E se per Salvini è stato il doveroso riconoscimento della sua lungimiranza e della sua attitudine all’ascolto di borborigmi e e altri suoni velenosi provenienti dalle pance dei concittadini, se per il Pd che se la gode delle sconfitte nemiche come fossero le sue vittorie, è stata l’ammissione che la sua mai ammessa débacle, se c’è,  è figlia di comportamenti virtuosi e di valori civili e democratici: quelli che sovrintendono alle sue riforme?, se per Forza Italia è una testimonianza in più in favore delle leggi razziali del governo del Cavaliere e dell’ideologia alla Santanchè, per i 5Stelle è l’occasione per estrarre da dentro il movimento quei veleni che hanno sempre circolato ma che erano stati messi a tacere per ragioni di opportunismo.  A intrepretarli con inedito fervore istituzionale è la sindaca Raggi che su mandato dell’indiscusso leader, realizza i programmi  – non compiutamente realizzati – del respingimento e dell’esclusione di indimenticati predecessori: Alemanno, certo, ma pure il Veltroni dei pogrom amministrativi e non solo contro i rom, diversamente cittadini anche se nativi italiani da generazioni.

Altro che riforma elettorale, altro che scaramucce tra bulli che fingono soltanto di menar colpi, fendenti, ma sotto sotto sono d’accordo nel dividersi il bottino del racket, ormai il partito unico dimostra di essere ispirato da una ideologia unica, quella stessa che impone l’ubbidienza a un impero che colpisce i poveri, sale della terra, nelle loro geografie e anche in quelle dove cercano riparo, che predica inimicizia divisiva per meglio comandare, che aggiorna razzismo e xenofobia in modo da declinarli anche tra gli apparentemente uguali per pelle, colore, religione.

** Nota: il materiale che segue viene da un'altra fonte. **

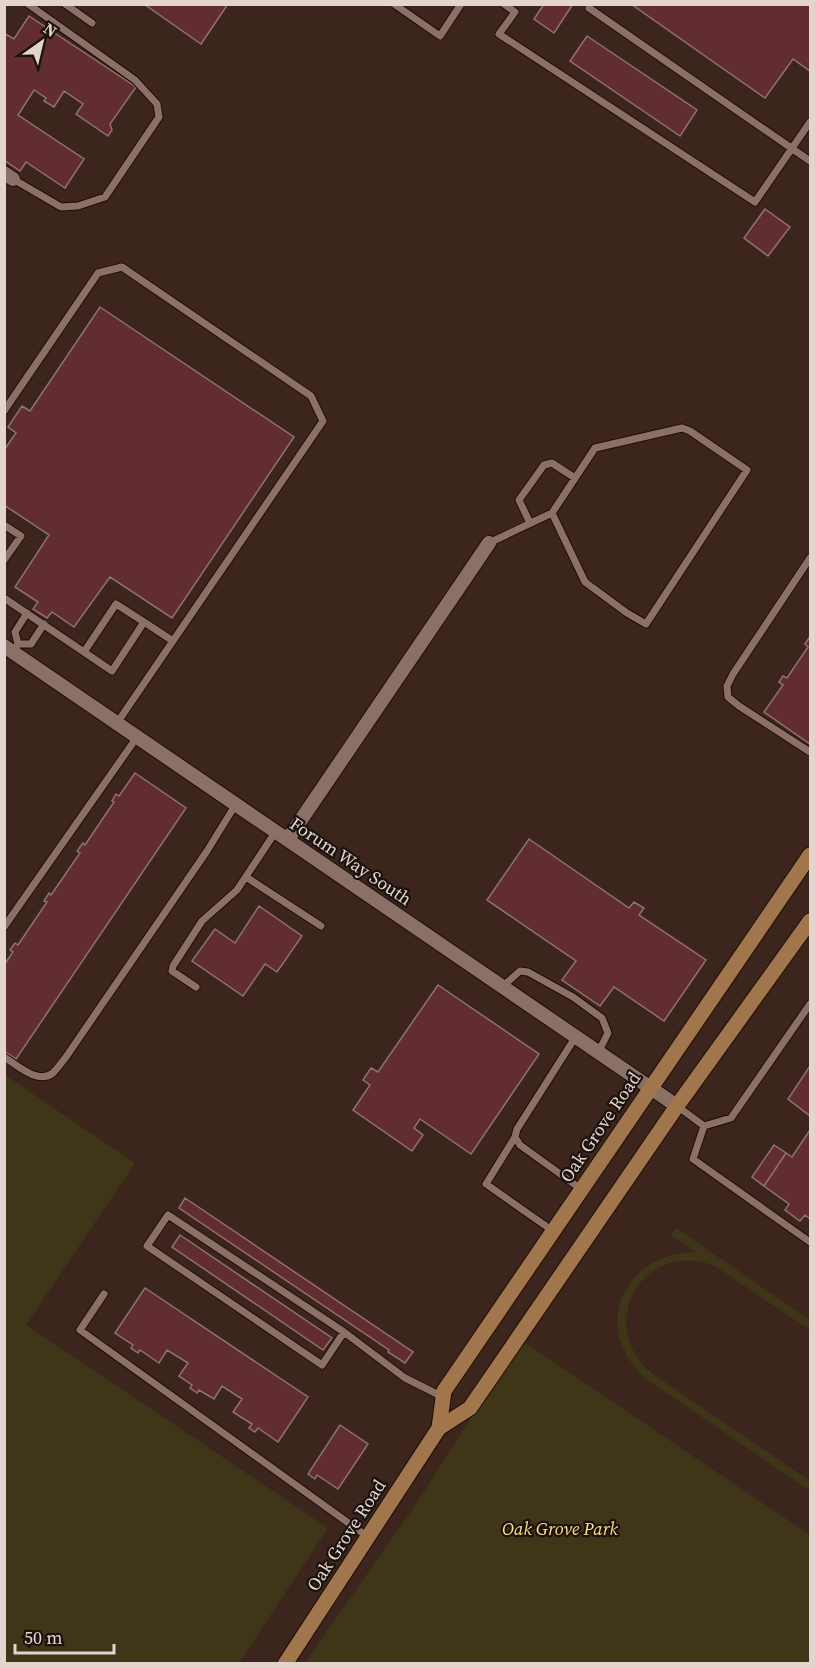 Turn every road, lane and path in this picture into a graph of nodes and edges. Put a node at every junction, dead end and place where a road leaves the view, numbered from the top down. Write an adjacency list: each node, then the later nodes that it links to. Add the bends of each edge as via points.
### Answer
1 (28, 4): 11 (lane, via 135,80 158,104 159,117 105,197 61,207)
2 (65, 4): 7 (lane)
3 (393, 4): 4 (lane, via 440,36)
4 (461, 4)
5 (504, 4): 9 (lane, via 515,12 499,34 755,202)
6 (589, 9): 9 (lane)
7 (92, 23)
8 (810, 122): 9 (lane)
9 (792, 148): 10 (lane)
10 (810, 161)
11 (9, 176)
12 (4, 411): 24 (lane, via 98,273 122,267 311,396 323,421)
13 (575, 478): 14 (lane); 14 (lane, via 595,448 682,428 747,470 646,624 585,582); 15 (lane, via 552,463 544,465 519,500)
14 (552, 513): 15 (lane)
15 (530, 523): 17 (lane)
16 (4, 525): 19 (lane, via 21,536)
17 (489, 543): 31 (street)
18 (810, 558): 29 (lane, via 727,686 728,697 739,706)
19 (4, 560)
20 (4, 598): 21 (lane)
21 (27, 613): 23 (lane); 25 (lane, via 15,632)
22 (144, 622): 24 (lane); 26 (lane, via 116,604); 26 (lane, via 112,671)
23 (44, 624): 25 (lane, via 31,644); 26 (lane)
24 (173, 642): 27 (lane)
25 (12, 647): 27 (street, Forum Way South)
26 (84, 652)
27 (117, 723): 28 (street, Forum Way South)
28 (137, 736): 30 (street, Forum Way South); 36 (lane)
29 (810, 752)
30 (236, 804): 31 (street, Forum Way South); 42 (lane, via 52,1074 30,1074)
31 (282, 835): 33 (lane); 37 (street, Forum Way South)
32 (810, 855): 43 (street, Oak Grove Road)
33 (246, 877): 35 (lane); 38 (lane, via 202,921 173,966 172,971)
34 (810, 921): 44 (street, Oak Grove Road)
35 (321, 926)
36 (4, 927)
37 (503, 986): 40 (street, Forum Way South); 41 (lane, via 520,971 528,972 573,997 602,1018 608,1033)
38 (196, 987)
39 (810, 1005): 45 (lane, via 731,1119)
40 (576, 1036): 41 (street, Forum Way South); 46 (lane)
41 (599, 1052): 43 (street, Forum Way South)
42 (4, 1057)
43 (651, 1087): 44 (street, Forum Way South); 47 (street, Oak Grove Road)
44 (677, 1107): 45 (lane); 53 (street, Oak Grove Road, via 470,1408)
45 (704, 1126): 49 (lane, via 693,1159)
46 (515, 1137): 47 (lane, via 520,1145); 48 (lane, via 486,1184)
47 (581, 1189): 48 (street, Oak Grove Road)
48 (553, 1231): 52 (street, Oak Grove Road)
49 (810, 1242)
50 (104, 1294): 54 (lane, via 80,1330)
51 (344, 1332): 51 (lane, via 168,1215 147,1246 322,1365); 52 (lane, via 405,1378)
52 (443, 1397): 53 (street, Oak Grove Road)
53 (439, 1428): 54 (street, Oak Grove Road)
54 (368, 1537): 55 (street, Oak Grove Road)
55 (285, 1664) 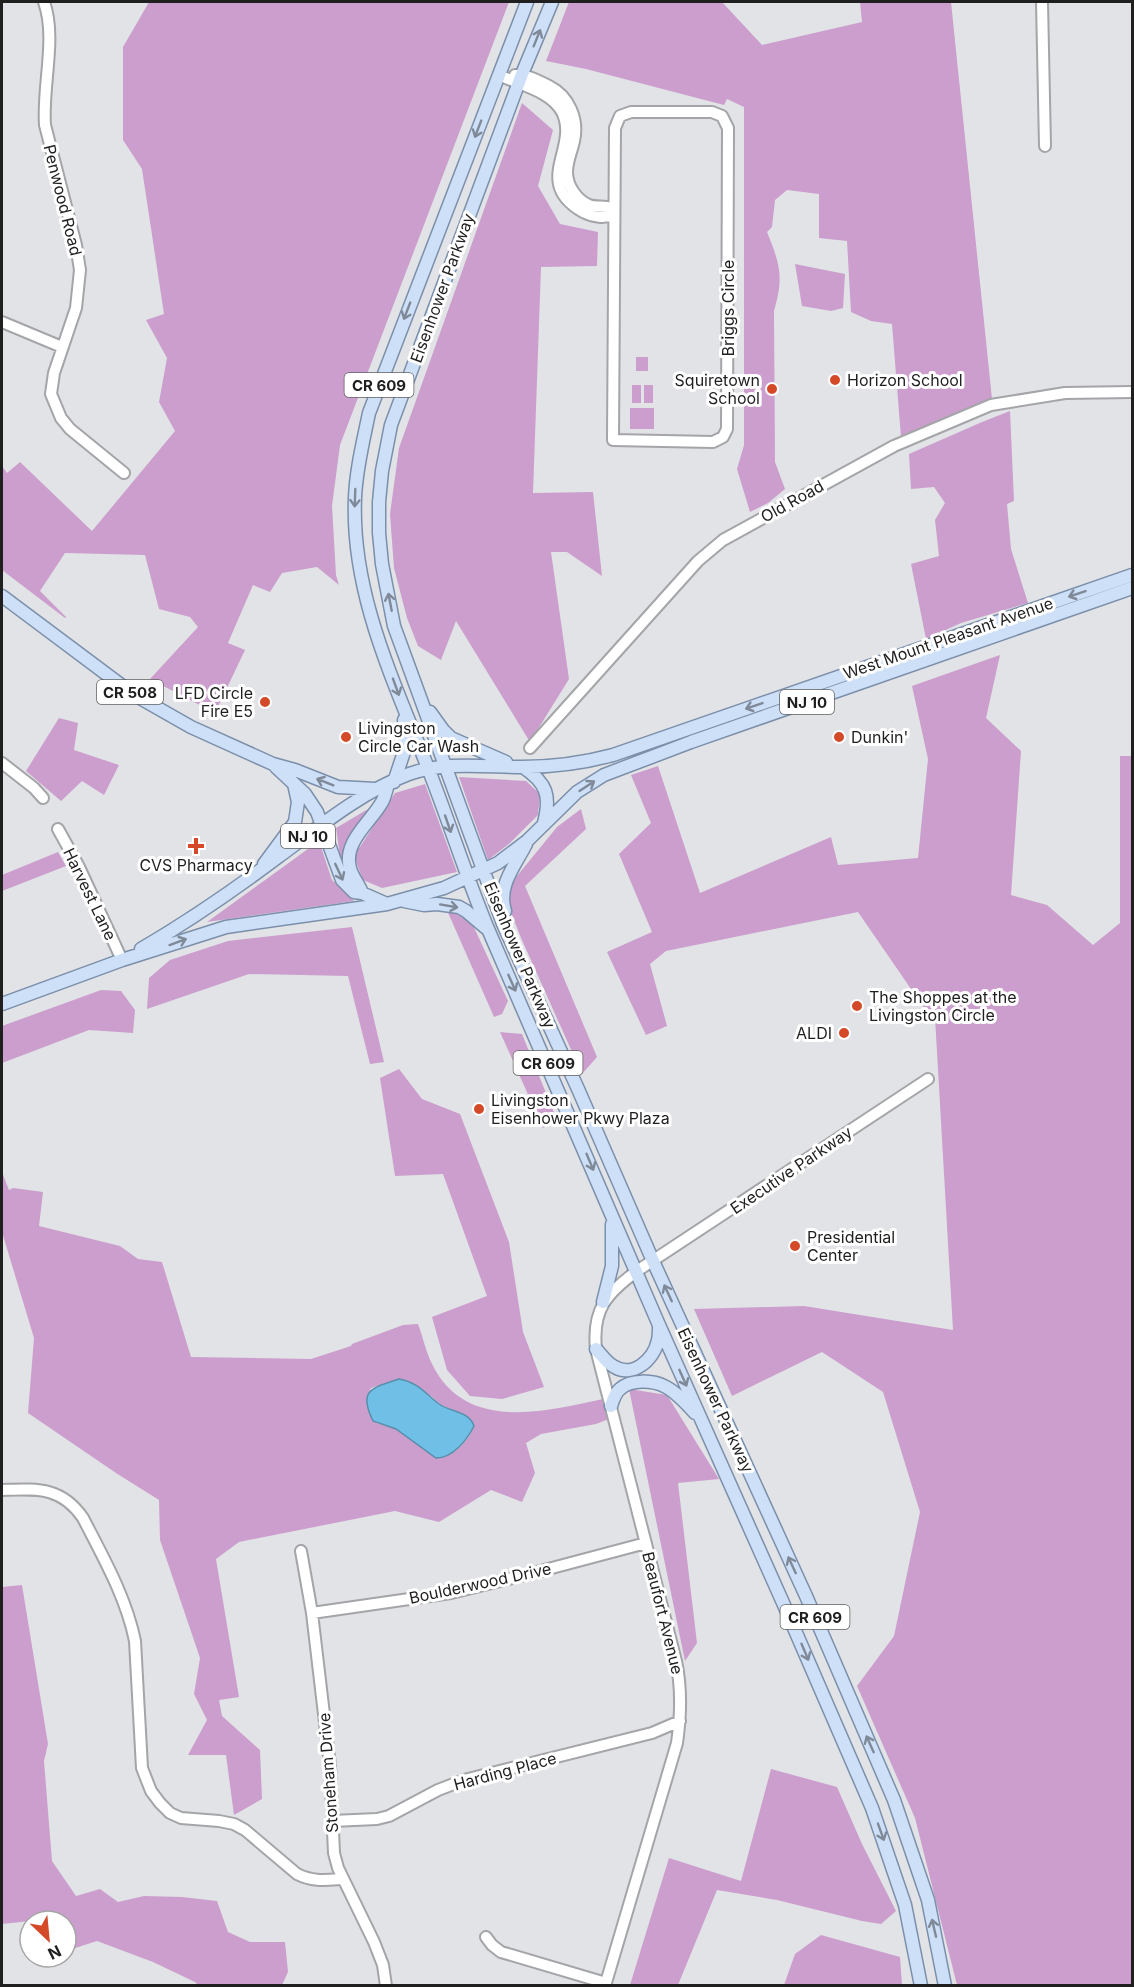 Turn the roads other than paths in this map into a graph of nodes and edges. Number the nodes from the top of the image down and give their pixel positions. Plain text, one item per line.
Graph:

E non è da dire che succeda per motivi elettoralistici. Per il partito unico il voto deve essere sempre di più una formalità notarile, nemmeno per il consenso cui si preferiscono persuasione violenta e ricattatoria,  repressione anche tramite Daspo urbano, suggestione attraverso contentini e mancette umilianti. Questo ormai è un regime di guerra che spinge il presidente francese a dichiarare la fin dell’eccezionalità delle leggi speciali, perché ne sia sancita l’aberrante normalità, che raccomanda al governo e ai sindaci di mostrare il pugno di ferro senza più guanto di velluto, in modo da armare poveracci contro poveracci, disperati contro chi sta peggio, che ispira la stampa a propagandare minacce senza informazione, allarmi senza cifre, esodi e piaghe senza bibbie. E che ha il compito esplicito di giustificare ingiustizie, inefficienze, incapacità, inadeguatezza sguainate come spade contro gli stranieri e gli stranieri in casa loro: servizi cancellati, assistenza demolita, case negate a fronte di immensi patrimoni immobiliari abbandonati, lavoro interdetto quando le opere pubbliche e l’occupazione indotta servono a azionare i motori della corruzione e del clientelismo  invece che a salvaguardare i beni comuni.

Si salvi chi può adesso che la storia è uscita dal nostro presente senza insegnarci niente. E anche il futuro ci sta lasciando soli.